THUDM Open-Sources CogView4 - Native Chinese-Supported DiT Text-to-Image Model
THUDM has officially open-sourced the CogView4 multimodal generation model, the first Diffusion Transformer (DiT) model with native Chinese support and Chinese character generation capabilities. The model achieved a top score of 85.13 in the DPG-Bench benchmark, demonstrating exceptional image generation quality.
Key Features
Bilingual Generation
- Enhanced GLM-4 text encoder supporting Chinese-English bilingual input
- Trained on millions of Chinese-English image-text pairs
- Achieves 61.68% F1 score in Chinese character generation accuracy
Smart Text Processing
- Dynamic text length support (up to 1024 tokens)
- Reduces redundant computations by 50% compared to fixed-length solutions
- Improves training efficiency by up to 30%
Flexible Resolution
- Supports output from 512px to 2048px
- Mixed-resolution training for different scenarios
- Optimized for social media aspect ratios (9:16, 1:1, 4:3)
Technical Advantages
Innovative “Relay Diffusion” framework:
- Base Generation: Rapid low-resolution outline creation
- Super-Resolution: Detail refinement through flow-matching
- Dynamic Noise Scheduling: Optimizes speed-quality balance
Benchmark Performance:
- DPG-Bench score 85.13 (vs SDXL 74.65 / DALL-E 3 83.50)

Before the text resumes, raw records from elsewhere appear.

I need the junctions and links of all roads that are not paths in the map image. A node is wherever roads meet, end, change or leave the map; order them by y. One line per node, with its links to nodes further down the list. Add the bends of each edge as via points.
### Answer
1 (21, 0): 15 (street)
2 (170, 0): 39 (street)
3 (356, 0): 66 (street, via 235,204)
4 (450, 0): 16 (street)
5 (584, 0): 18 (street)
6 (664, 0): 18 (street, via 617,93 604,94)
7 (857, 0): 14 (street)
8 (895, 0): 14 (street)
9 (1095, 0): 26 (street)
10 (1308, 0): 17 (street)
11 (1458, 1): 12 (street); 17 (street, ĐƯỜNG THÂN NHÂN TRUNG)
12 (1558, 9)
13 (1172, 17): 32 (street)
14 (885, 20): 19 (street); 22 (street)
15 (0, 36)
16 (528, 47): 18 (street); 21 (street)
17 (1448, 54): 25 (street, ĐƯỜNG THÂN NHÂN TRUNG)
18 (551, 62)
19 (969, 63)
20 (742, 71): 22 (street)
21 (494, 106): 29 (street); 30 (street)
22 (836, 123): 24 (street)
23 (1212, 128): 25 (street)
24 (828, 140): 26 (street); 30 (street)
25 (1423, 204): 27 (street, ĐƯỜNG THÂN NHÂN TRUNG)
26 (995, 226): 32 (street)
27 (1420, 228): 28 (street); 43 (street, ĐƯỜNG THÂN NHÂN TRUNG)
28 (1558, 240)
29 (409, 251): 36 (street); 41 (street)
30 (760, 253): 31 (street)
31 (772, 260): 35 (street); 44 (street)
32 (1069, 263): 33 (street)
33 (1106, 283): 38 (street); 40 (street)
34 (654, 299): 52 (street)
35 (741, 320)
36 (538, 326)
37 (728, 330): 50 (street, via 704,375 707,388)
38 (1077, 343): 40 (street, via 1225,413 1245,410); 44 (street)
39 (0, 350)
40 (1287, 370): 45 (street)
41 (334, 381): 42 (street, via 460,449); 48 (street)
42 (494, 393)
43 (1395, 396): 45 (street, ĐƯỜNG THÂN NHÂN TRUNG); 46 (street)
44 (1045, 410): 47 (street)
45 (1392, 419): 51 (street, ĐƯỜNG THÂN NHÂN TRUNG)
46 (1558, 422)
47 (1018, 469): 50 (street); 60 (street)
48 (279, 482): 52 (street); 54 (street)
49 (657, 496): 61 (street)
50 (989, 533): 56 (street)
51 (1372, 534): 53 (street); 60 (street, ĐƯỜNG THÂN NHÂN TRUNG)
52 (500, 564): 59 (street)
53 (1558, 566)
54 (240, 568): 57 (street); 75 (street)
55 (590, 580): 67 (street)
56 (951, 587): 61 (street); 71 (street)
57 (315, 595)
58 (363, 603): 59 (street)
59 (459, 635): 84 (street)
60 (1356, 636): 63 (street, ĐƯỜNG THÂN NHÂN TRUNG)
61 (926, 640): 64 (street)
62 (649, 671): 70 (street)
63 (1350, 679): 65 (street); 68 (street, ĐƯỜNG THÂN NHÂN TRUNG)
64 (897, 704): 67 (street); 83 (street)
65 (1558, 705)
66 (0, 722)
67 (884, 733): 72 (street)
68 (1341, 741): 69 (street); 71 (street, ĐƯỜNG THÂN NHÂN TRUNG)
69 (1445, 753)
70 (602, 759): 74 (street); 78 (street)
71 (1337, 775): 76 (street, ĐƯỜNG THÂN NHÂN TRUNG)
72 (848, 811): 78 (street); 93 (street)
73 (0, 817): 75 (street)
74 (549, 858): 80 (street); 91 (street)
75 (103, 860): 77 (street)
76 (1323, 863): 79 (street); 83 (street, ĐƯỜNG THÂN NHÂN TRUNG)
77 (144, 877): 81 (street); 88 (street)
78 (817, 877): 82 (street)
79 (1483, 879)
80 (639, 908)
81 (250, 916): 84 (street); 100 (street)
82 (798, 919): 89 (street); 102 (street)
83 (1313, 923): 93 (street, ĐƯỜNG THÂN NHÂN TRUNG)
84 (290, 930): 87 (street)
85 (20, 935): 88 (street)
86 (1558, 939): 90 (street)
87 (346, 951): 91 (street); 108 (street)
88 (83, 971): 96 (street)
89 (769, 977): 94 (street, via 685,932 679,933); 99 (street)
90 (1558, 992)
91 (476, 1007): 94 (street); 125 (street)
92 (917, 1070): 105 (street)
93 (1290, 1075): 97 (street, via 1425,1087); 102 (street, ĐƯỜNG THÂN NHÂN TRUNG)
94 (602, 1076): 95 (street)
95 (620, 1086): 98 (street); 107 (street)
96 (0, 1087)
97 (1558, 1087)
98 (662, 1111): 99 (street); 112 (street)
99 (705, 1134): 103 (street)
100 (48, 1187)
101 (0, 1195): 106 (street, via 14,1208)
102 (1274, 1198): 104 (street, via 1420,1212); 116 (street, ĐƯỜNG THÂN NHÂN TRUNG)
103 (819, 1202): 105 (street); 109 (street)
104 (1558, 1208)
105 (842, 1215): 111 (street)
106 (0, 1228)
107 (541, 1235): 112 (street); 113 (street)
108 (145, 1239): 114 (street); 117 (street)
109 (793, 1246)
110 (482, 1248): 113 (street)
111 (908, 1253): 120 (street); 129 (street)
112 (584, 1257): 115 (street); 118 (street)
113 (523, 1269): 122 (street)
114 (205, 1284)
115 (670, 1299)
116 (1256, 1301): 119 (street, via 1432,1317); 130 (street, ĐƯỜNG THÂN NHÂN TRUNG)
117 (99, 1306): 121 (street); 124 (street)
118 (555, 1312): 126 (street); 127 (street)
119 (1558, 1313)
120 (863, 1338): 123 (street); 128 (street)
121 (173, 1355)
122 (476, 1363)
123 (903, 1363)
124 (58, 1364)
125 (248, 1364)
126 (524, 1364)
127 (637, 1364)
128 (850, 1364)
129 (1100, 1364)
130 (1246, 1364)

- T2I-CompBench complex scene score 0.3869
- 114% improvement in Chinese character generation accuracy
Hardware Optimization
Multi-level optimization for different devices:
- Basic Mode: Runs on RTX 3090 for 512x512 generation
- Memory Optimization: Reduces VRAM usage to 13GB via CPU offloading
- 4bit Quantization: Accelerates inference with compressed text encoder
Usage
Available through HuggingFace Spaces for instant testing. Developers can access full codebase via:
- Mixed Chinese-English prompts
- Custom output dimensions
- Batch generation support
Resources
THUDM plans to release ControlNet modules, ComfyUI workflow support, and fine-tuning toolkits within three months to enhance accessibility for non-technical users.